WORK TASK
Where the string "ნეკრესის" appears in a line of the data, show that line.
*** SUPPLIED RECORDS Section Begins ***
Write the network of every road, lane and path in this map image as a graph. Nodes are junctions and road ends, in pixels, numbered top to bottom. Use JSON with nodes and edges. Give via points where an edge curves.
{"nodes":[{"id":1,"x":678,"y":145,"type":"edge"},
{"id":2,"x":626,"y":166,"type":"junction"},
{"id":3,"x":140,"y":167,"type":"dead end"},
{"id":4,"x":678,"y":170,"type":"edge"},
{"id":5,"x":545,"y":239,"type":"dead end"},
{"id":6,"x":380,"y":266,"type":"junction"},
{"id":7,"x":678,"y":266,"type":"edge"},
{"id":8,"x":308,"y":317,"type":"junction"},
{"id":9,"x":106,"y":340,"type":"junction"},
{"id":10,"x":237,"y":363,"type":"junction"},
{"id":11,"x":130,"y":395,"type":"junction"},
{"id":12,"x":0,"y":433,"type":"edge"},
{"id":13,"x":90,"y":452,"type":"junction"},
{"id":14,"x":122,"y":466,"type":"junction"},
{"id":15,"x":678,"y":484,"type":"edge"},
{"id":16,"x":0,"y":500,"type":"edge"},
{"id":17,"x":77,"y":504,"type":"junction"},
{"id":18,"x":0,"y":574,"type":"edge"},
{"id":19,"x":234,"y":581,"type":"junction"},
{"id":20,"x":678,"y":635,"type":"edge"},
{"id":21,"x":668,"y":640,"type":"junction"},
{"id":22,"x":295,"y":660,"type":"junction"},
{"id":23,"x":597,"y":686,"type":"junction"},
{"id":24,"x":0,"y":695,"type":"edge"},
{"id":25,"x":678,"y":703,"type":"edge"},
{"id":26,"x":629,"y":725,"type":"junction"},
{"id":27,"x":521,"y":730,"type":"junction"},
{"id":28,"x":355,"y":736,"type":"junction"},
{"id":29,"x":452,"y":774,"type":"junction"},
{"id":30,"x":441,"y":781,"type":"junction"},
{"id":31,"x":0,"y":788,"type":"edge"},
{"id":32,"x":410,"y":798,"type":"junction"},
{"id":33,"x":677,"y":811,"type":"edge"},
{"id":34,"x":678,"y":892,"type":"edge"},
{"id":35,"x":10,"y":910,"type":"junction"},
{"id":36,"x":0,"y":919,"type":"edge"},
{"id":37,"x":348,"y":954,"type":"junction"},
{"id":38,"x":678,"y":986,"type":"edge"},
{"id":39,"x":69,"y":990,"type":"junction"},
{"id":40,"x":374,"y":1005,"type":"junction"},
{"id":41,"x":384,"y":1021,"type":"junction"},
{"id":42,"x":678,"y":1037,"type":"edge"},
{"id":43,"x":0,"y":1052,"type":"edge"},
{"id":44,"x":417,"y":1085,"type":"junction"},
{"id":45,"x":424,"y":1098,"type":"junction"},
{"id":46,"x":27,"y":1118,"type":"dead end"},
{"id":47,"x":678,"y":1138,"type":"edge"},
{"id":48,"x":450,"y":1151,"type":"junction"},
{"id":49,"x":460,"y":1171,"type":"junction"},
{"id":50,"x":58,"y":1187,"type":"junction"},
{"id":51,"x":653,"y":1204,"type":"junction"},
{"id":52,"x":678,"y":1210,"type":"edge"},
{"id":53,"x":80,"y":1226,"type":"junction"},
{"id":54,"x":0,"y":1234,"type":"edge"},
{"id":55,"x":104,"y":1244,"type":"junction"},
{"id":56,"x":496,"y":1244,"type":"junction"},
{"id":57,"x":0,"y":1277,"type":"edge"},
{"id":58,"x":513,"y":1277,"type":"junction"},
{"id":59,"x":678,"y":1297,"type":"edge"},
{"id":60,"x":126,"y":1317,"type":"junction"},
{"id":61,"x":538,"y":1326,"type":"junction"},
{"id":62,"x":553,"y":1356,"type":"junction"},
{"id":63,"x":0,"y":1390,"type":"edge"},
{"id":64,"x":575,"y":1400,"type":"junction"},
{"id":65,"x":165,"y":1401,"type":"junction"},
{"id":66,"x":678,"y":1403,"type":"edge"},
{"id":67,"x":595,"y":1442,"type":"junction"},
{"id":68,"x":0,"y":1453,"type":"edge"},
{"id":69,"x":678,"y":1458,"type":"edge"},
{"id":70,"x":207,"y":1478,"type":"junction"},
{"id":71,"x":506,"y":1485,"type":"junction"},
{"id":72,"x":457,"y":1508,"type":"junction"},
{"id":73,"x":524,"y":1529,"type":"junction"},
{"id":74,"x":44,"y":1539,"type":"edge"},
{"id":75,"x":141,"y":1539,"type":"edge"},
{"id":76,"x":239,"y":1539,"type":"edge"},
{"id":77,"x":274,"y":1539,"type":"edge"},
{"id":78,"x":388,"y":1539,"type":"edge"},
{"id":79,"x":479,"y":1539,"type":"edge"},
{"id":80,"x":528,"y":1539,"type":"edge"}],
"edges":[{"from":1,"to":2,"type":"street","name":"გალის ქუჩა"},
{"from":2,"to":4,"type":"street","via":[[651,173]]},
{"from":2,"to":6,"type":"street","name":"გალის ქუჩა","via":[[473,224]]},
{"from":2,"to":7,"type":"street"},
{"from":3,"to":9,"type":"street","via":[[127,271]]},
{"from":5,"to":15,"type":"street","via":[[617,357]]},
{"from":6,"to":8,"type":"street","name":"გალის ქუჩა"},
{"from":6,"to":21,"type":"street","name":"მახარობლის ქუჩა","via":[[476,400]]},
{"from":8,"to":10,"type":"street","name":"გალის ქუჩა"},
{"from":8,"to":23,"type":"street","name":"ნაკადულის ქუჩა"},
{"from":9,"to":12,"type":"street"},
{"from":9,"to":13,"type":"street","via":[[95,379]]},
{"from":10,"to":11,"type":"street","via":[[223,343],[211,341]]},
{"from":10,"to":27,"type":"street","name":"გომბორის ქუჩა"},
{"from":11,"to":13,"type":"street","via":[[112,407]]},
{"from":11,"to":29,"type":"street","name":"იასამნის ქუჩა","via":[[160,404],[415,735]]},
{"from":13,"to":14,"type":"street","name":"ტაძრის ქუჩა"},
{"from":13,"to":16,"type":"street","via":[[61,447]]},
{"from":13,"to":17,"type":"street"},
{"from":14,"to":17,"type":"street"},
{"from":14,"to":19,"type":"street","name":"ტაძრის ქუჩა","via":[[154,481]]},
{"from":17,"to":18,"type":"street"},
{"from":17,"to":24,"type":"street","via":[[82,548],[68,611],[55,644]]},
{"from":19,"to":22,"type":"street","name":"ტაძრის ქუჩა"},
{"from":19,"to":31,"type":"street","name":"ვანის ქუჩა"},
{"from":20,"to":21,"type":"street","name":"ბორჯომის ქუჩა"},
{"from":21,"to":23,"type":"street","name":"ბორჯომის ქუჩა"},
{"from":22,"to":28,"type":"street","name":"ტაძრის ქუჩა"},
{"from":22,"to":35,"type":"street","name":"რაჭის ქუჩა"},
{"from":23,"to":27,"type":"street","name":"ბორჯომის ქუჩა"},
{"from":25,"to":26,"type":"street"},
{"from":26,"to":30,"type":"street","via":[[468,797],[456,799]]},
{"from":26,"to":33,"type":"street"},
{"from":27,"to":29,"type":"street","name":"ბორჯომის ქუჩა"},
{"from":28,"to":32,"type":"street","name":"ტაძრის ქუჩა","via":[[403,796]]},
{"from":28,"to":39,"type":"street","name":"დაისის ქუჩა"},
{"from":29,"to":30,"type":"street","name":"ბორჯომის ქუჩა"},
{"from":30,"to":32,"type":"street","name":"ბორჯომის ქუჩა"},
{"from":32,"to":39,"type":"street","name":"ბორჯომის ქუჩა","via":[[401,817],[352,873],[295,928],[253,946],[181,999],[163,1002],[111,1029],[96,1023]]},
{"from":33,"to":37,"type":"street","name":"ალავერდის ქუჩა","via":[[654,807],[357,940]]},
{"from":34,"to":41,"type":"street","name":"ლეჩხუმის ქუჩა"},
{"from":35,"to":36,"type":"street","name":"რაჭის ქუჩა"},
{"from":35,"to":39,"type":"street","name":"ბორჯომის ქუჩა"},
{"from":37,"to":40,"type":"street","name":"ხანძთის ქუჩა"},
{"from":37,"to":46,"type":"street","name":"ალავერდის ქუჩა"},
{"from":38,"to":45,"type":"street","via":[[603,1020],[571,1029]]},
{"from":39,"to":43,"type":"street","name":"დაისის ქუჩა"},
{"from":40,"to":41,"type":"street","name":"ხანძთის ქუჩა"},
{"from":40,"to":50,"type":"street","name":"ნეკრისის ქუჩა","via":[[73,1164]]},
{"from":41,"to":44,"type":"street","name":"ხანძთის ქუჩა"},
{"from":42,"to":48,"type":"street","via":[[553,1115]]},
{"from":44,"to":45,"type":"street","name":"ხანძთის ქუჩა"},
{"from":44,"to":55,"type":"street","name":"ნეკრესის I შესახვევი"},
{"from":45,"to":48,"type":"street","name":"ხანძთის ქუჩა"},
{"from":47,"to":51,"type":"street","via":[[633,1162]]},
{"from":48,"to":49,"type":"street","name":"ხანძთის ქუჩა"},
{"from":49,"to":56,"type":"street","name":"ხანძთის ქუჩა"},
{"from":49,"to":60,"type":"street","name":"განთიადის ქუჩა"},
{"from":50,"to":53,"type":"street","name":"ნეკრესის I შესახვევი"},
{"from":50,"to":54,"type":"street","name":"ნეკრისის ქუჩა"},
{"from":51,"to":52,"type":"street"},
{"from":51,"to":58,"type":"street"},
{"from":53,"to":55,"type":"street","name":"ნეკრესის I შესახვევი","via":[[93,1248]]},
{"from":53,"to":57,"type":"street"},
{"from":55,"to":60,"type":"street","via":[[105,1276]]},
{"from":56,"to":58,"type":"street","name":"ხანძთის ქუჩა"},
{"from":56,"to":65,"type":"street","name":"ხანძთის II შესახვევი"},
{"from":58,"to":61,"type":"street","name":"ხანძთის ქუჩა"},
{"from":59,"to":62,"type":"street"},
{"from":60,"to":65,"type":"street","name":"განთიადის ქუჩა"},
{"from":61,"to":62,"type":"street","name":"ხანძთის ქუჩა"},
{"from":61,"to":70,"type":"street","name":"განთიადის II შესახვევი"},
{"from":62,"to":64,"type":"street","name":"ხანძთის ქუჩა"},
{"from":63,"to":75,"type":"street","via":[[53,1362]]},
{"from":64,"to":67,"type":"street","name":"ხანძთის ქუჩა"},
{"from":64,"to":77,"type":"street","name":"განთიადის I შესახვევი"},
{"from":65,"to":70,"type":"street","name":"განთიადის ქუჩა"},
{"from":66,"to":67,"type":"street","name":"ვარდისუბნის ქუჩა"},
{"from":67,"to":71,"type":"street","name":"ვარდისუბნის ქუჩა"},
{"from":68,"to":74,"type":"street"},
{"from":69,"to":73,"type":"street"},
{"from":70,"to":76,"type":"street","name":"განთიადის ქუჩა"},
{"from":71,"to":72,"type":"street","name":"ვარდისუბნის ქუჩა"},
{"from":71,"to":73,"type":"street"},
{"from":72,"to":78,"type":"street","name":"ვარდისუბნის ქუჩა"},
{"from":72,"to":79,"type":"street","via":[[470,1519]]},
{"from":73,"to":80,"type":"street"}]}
*** SUPPLIED RECORDS Section Ends ***
RESPONSE
{"from":44,"to":55,"type":"street","name":"ნეკრესის I შესახვევი"},
{"from":50,"to":53,"type":"street","name":"ნეკრესის I შესახვევი"},
{"from":53,"to":55,"type":"street","name":"ნეკრესის I შესახვევი","via":[[93,1248]]},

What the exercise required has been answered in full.